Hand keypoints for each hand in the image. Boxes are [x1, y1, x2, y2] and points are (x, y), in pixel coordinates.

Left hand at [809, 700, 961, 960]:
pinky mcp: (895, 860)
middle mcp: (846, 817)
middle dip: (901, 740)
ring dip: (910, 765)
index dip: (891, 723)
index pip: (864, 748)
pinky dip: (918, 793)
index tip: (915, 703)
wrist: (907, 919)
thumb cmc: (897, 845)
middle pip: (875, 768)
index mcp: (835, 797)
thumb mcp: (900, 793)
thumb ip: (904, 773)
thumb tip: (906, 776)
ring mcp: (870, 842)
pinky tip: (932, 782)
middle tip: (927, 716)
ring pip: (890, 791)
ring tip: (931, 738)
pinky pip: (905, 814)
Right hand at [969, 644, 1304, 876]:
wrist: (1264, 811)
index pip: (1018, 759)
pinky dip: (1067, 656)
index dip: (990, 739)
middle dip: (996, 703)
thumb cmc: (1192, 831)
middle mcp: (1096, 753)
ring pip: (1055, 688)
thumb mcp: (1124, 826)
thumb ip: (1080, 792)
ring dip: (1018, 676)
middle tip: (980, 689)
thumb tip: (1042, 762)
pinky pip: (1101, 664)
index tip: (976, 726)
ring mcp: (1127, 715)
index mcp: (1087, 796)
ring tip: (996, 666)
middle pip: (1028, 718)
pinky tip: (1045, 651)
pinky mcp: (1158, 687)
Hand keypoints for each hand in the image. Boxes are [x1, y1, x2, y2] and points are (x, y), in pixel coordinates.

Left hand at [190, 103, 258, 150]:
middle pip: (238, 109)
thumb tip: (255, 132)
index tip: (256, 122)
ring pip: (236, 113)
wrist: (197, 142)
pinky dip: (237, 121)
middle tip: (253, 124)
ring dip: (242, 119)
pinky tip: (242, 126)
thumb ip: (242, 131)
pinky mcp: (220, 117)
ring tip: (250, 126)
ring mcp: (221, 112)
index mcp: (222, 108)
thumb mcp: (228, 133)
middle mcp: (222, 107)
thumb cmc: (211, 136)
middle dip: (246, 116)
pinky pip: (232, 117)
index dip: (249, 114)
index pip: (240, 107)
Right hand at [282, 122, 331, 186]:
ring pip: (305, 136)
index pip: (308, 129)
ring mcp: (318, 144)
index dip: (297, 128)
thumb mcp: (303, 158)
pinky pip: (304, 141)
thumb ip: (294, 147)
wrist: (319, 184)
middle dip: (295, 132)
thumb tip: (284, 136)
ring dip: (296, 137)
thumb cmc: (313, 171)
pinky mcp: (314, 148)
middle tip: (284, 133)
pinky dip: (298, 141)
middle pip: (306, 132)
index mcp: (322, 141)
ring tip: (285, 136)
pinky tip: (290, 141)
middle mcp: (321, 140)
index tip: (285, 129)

————

(PROBLEM TO WORK ON):
From the first line to the last, copy the records without alteration.

(SOLUTION):
Hand keypoints for each hand in the image. Boxes are [x1, y1, x2, y2] and points are (x, y), in pixel coordinates.

Left hand at [809, 700, 961, 960]:
pinky mcp: (895, 860)
middle mcp: (846, 817)
middle dip: (901, 740)
ring dip: (910, 765)
index dip: (891, 723)
index pip: (864, 748)
pinky dip: (918, 793)
index tip: (915, 703)
wrist: (907, 919)
thumb cmc: (897, 845)
middle pip: (875, 768)
index mcp: (835, 797)
thumb mcp: (900, 793)
thumb ip: (904, 773)
thumb tip: (906, 776)
ring mcp: (870, 842)
pinky tip: (932, 782)
middle tip: (927, 716)
ring pip: (890, 791)
ring tip: (931, 738)
pinky pip: (905, 814)
Right hand at [969, 644, 1304, 876]:
wrist: (1264, 811)
index pip: (1018, 759)
pinky dip: (1067, 656)
index dip: (990, 739)
middle dip: (996, 703)
thumb cmc: (1192, 831)
middle mcp: (1096, 753)
ring pip: (1055, 688)
thumb mcp: (1124, 826)
thumb ip: (1080, 792)
ring dip: (1018, 676)
middle tip: (980, 689)
thumb tip: (1042, 762)
pinky pip: (1101, 664)
index tip: (976, 726)
ring mcp: (1127, 715)
index mcp: (1087, 796)
ring tip: (996, 666)
middle pip: (1028, 718)
pinky tip: (1045, 651)
pinky mcp: (1158, 687)
Hand keypoints for each hand in the image. Boxes are [x1, y1, x2, y2] and points are (x, y), in pixel coordinates.

Left hand at [190, 103, 258, 150]:
middle pip: (238, 109)
thumb tip: (255, 132)
index tip: (256, 122)
ring pip: (236, 113)
wrist: (197, 142)
pinky dip: (237, 121)
middle tip: (253, 124)
ring dip: (242, 119)
pinky tip: (242, 126)
thumb ip: (242, 131)
pinky mcp: (220, 117)
ring tip: (250, 126)
ring mcp: (221, 112)
index mcp: (222, 108)
thumb mcp: (228, 133)
middle mcp: (222, 107)
thumb cmc: (211, 136)
middle dip: (246, 116)
pinky pip: (232, 117)
index dip: (249, 114)
index pip: (240, 107)
Right hand at [282, 122, 331, 186]:
ring pip: (305, 136)
index pip: (308, 129)
ring mcp: (318, 144)
index dip: (297, 128)
thumb mcp: (303, 158)
pinky pip: (304, 141)
thumb ip: (294, 147)
wrist: (319, 184)
middle dip: (295, 132)
thumb tip: (284, 136)
ring dip: (296, 137)
thumb cmc: (313, 171)
pinky mcp: (314, 148)
middle tip: (284, 133)
pinky dip: (298, 141)
middle pip: (306, 132)
index mcp: (322, 141)
ring tip: (285, 136)
pinky tip: (290, 141)
middle mcp: (321, 140)
index tip: (285, 129)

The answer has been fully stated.